Perhaps, as a stealth tax on sitting, the objective of EU directive isn’t so stupid after all?

Filed Under: DS Blog

By Heck, there’d be some changes!

20/05/2018 By Desmond Swayne

The Brexit outcome that the EU fear’s most is our adherence to the principle set out and repeated by the Prime Minister that “no deal is better than a bad deal”, and consequently UK leaving the EU without one.

 

This would be the worst outcome for the EU because they have more to lose in terms of the tariffs that they would have to pay; and much more importantly they wouldn’t get the money (the £40 billion or so that has -rather shockingly- been accepted as our ‘divorce’ bill).

 

Why then has the intransigence of the EU negotiating position not reflected this?
Why are they making such a meal of Irish Border issue and refusing to even negotiate on the perfectly reasonable solutions that we have put forward, rather than rejecting them out of hand?

 

I think that they simply do not believe that we will reject a bad deal in preference for no deal.
So, why do I think that the EU doesn’t believe the PM means what she says and that, rather than walking away with no deal, we can be forced into accepting a bad deal, indeed any deal on offer however bad?

 

It is because the EU can see the weakness of the PM’s position in Parliament: They are presuming that she could never get leaving with no deal through Parliament.
Now, we haven’t definitively tested this yet with votes, but the EU is making reasonable suppositions given the absence of a majority in the Commons and the significance of the small number of Tory rebels colluding with the opposition parties.

 

So, how would I do it if I were in the PM’s shoes?
I would proceed on the publicly acknowledged presumption that we were expecting to leave without a deal and that we were making all necessary plans and preparations to do so.
The default position is that we will leave at the end of March next year anyway: If nothing changes then that happens automatically.  So, I’d make it clear that we will simply ‘park’ any legislative process in Parliament until the EU blinks first.
If they don’t blink however, well unfortunately then we will leave with a sub-optimal outcome but, hey, we’ll have £40 Billion to spend on the NHS before the next general election.

 

Of course this plan would provoke a furore in Parliament.
Remember however, Parliament handed the decision to the people in a referendum.
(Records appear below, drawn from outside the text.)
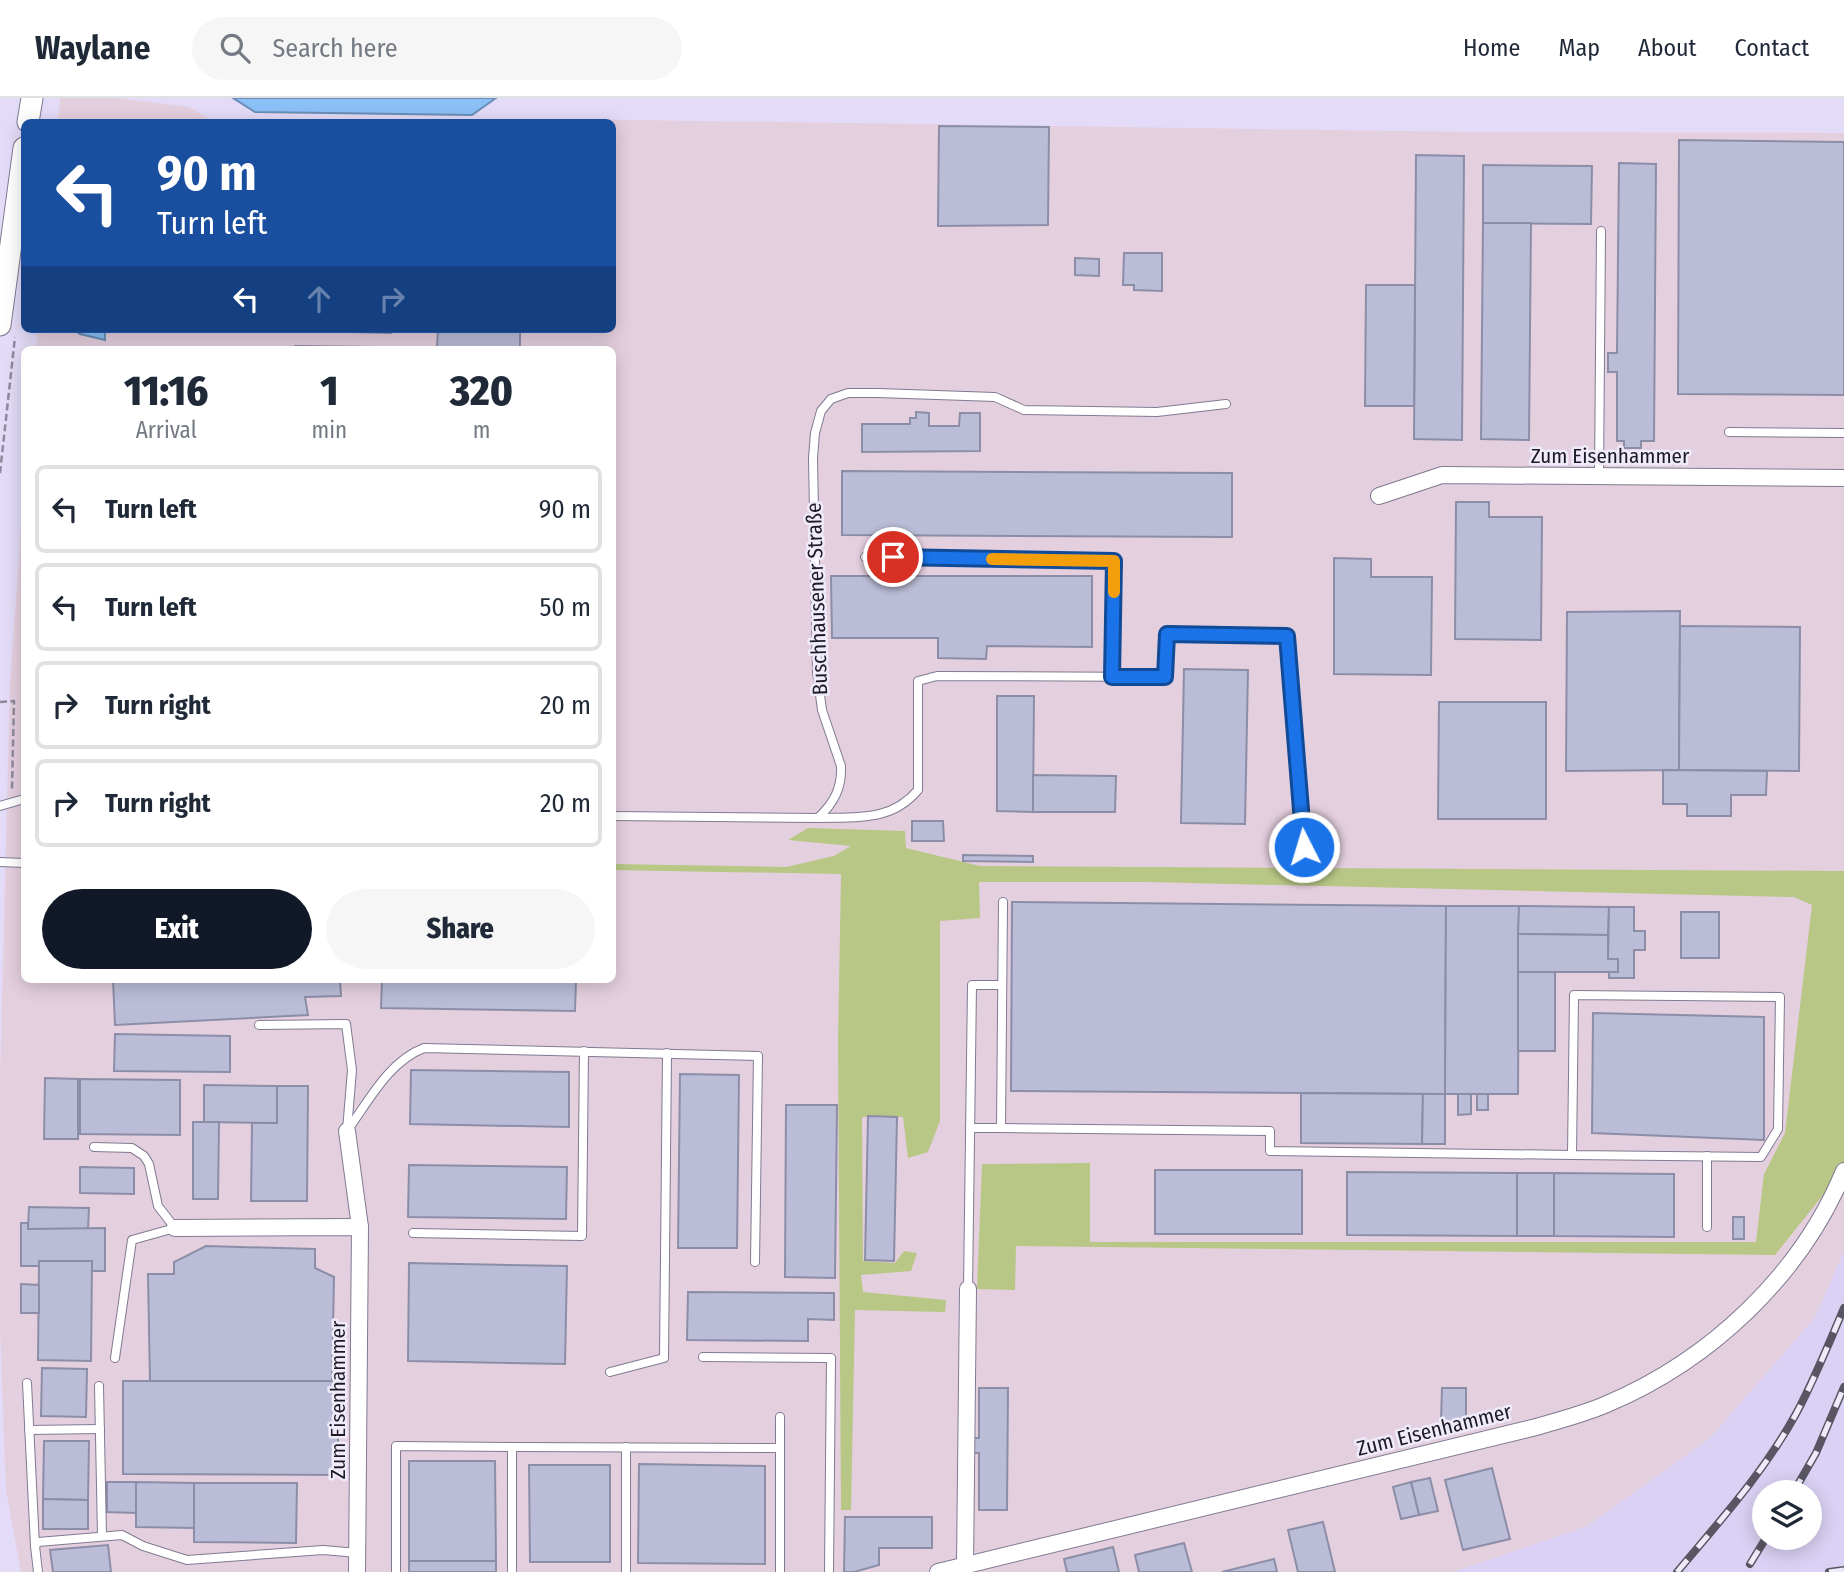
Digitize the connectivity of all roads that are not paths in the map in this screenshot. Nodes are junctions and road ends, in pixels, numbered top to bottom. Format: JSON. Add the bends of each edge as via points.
{"nodes":[{"id":1,"x":32,"y":98,"type":"edge"},
{"id":2,"x":28,"y":119,"type":"edge"},
{"id":3,"x":21,"y":182,"type":"edge"},
{"id":4,"x":1601,"y":231,"type":"dead end"},
{"id":5,"x":8,"y":330,"type":"edge"},
{"id":6,"x":1226,"y":404,"type":"dead end"},
{"id":7,"x":1729,"y":432,"type":"dead end"},
{"id":8,"x":1844,"y":433,"type":"edge"},
{"id":9,"x":1599,"y":477,"type":"junction"},
{"id":10,"x":1844,"y":478,"type":"edge"},
{"id":11,"x":1379,"y":496,"type":"dead end"},
{"id":12,"x":865,"y":557,"type":"dead end"},
{"id":13,"x":1112,"y":677,"type":"junction"},
{"id":14,"x":21,"y":800,"type":"edge"},
{"id":15,"x":0,"y":806,"type":"edge"},
{"id":16,"x":616,"y":816,"type":"edge"},
{"id":17,"x":818,"y":818,"type":"junction"},
{"id":18,"x":1304,"y":847,"type":"dead end"},
{"id":19,"x":0,"y":862,"type":"edge"},
{"id":20,"x":21,"y":863,"type":"edge"},
{"id":21,"x":1003,"y":902,"type":"dead end"},
{"id":22,"x":1002,"y":985,"type":"junction"},
{"id":23,"x":259,"y":1025,"type":"dead end"},
{"id":24,"x":584,"y":1051,"type":"junction"},
{"id":25,"x":667,"y":1054,"type":"junction"},
{"id":26,"x":970,"y":1128,"type":"junction"},
{"id":27,"x":1001,"y":1128,"type":"junction"},
{"id":28,"x":347,"y":1131,"type":"junction"},
{"id":29,"x":94,"y":1147,"type":"dead end"},
{"id":30,"x":1572,"y":1155,"type":"junction"},
{"id":31,"x":1707,"y":1156,"type":"junction"},
{"id":32,"x":1844,"y":1171,"type":"edge"},
{"id":33,"x":360,"y":1227,"type":"junction"},
{"id":34,"x":1707,"y":1227,"type":"dead end"},
{"id":35,"x":175,"y":1228,"type":"junction"},
{"id":36,"x":413,"y":1233,"type":"dead end"},
{"id":37,"x":755,"y":1262,"type":"dead end"},
{"id":38,"x":968,"y":1289,"type":"joint"},
{"id":39,"x":703,"y":1357,"type":"dead end"},
{"id":40,"x":115,"y":1358,"type":"dead end"},
{"id":41,"x":610,"y":1373,"type":"dead end"},
{"id":42,"x":27,"y":1383,"type":"dead end"},
{"id":43,"x":99,"y":1386,"type":"dead end"},
{"id":44,"x":780,"y":1417,"type":"dead end"},
{"id":45,"x":100,"y":1429,"type":"junction"},
{"id":46,"x":29,"y":1430,"type":"junction"},
{"id":47,"x":512,"y":1447,"type":"junction"},
{"id":48,"x":626,"y":1447,"type":"junction"},
{"id":49,"x":780,"y":1448,"type":"junction"},
{"id":50,"x":102,"y":1536,"type":"junction"},
{"id":51,"x":35,"y":1546,"type":"junction"},
{"id":52,"x":358,"y":1553,"type":"junction"},
{"id":53,"x":965,"y":1565,"type":"junction"},
{"id":54,"x":38,"y":1572,"type":"edge"},
{"id":55,"x":357,"y":1572,"type":"edge"},
{"id":56,"x":396,"y":1572,"type":"edge"},
{"id":57,"x":512,"y":1572,"type":"edge"},
{"id":58,"x":626,"y":1572,"type":"edge"},
{"id":59,"x":780,"y":1572,"type":"edge"},
{"id":60,"x":830,"y":1572,"type":"edge"},
{"id":61,"x":938,"y":1572,"type":"edge"}],
"edges":[{"from":1,"to":2,"type":"main road"},
{"from":3,"to":5,"type":"main road"},
{"from":4,"to":9,"type":"lane"},
{"from":6,"to":17,"type":"lane","name":"Buschhausener Straße","via":[[1157,411],[1024,410],[995,397],[848,393],[831,399],[821,411],[813,458],[819,697],[841,775],[837,795]]},
{"from":7,"to":8,"type":"lane"},
{"from":9,"to":10,"type":"street","name":"Zum Eisenhammer"},
{"from":9,"to":11,"type":"street","name":"Zum Eisenhammer","via":[[1442,475]]},
{"from":12,"to":13,"type":"lane","via":[[1114,561]]},
{"from":13,"to":17,"type":"lane","via":[[937,676],[918,681],[918,790],[901,807],[887,813]]},
{"from":13,"to":18,"type":"lane","via":[[1165,677],[1167,634],[1287,636]]},
{"from":14,"to":15,"type":"lane"},
{"from":16,"to":17,"type":"lane"},
{"from":19,"to":20,"type":"lane"},
{"from":21,"to":22,"type":"lane"},
{"from":22,"to":26,"type":"lane","via":[[972,985]]},
{"from":22,"to":27,"type":"lane"},
{"from":23,"to":28,"type":"lane","via":[[346,1024],[352,1070]]},
{"from":24,"to":25,"type":"lane"},
{"from":24,"to":28,"type":"lane","via":[[424,1048],[398,1063]]},
{"from":24,"to":36,"type":"lane","via":[[582,1236]]},
{"from":25,"to":37,"type":"lane","via":[[758,1055]]},
{"from":25,"to":41,"type":"lane","via":[[664,1358]]},
{"from":26,"to":27,"type":"lane"},
{"from":26,"to":38,"type":"lane"},
{"from":27,"to":30,"type":"lane","via":[[1270,1131],[1270,1151]]},
{"from":28,"to":33,"type":"street","name":"Zum Eisenhammer"},
{"from":29,"to":35,"type":"lane","via":[[132,1147],[144,1156],[158,1206]]},
{"from":30,"to":31,"type":"lane"},
{"from":30,"to":31,"type":"lane","via":[[1574,995],[1780,997],[1778,1129],[1761,1157]]},
{"from":31,"to":34,"type":"lane"},
{"from":32,"to":53,"type":"street","name":"Zum Eisenhammer","via":[[1808,1239],[1751,1307],[1688,1360],[1608,1404],[1536,1427]]},
{"from":33,"to":35,"type":"street"},
{"from":33,"to":52,"type":"street","name":"Zum Eisenhammer"},
{"from":35,"to":40,"type":"lane","via":[[132,1240]]},
{"from":38,"to":53,"type":"street"},
{"from":39,"to":60,"type":"lane","via":[[831,1357]]},
{"from":42,"to":46,"type":"lane"},
{"from":43,"to":45,"type":"lane"},
{"from":44,"to":49,"type":"lane"},
{"from":45,"to":46,"type":"lane"},
{"from":45,"to":50,"type":"lane"},
{"from":46,"to":51,"type":"lane"},
{"from":47,"to":48,"type":"lane"},
{"from":47,"to":56,"type":"lane","via":[[396,1446]]},
{"from":47,"to":57,"type":"lane"},
{"from":48,"to":49,"type":"lane"},
{"from":48,"to":58,"type":"lane"},
{"from":49,"to":59,"type":"lane"},
{"from":50,"to":51,"type":"lane","via":[[38,1542]]},
{"from":50,"to":52,"type":"lane","via":[[122,1535],[187,1560],[323,1550]]},
{"from":51,"to":54,"type":"lane"},
{"from":52,"to":55,"type":"street","name":"Zum Eisenhammer"},
{"from":53,"to":61,"type":"street","name":"Zum Eisenhammer"}]}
The people took Parliament at its word and they voted to take back control of our borders, our laws and our money. If a principal obstacle to effecting that decision of the people is Parliament itself, then we will have to deal with that. Perhaps even proroguing it if necessary.
Clearly, we’re getting into King Charles the First territory here, but then my being in the PM’s shoes was an utterly fanciful notion to start with.
But by heck, there’d have been some changes!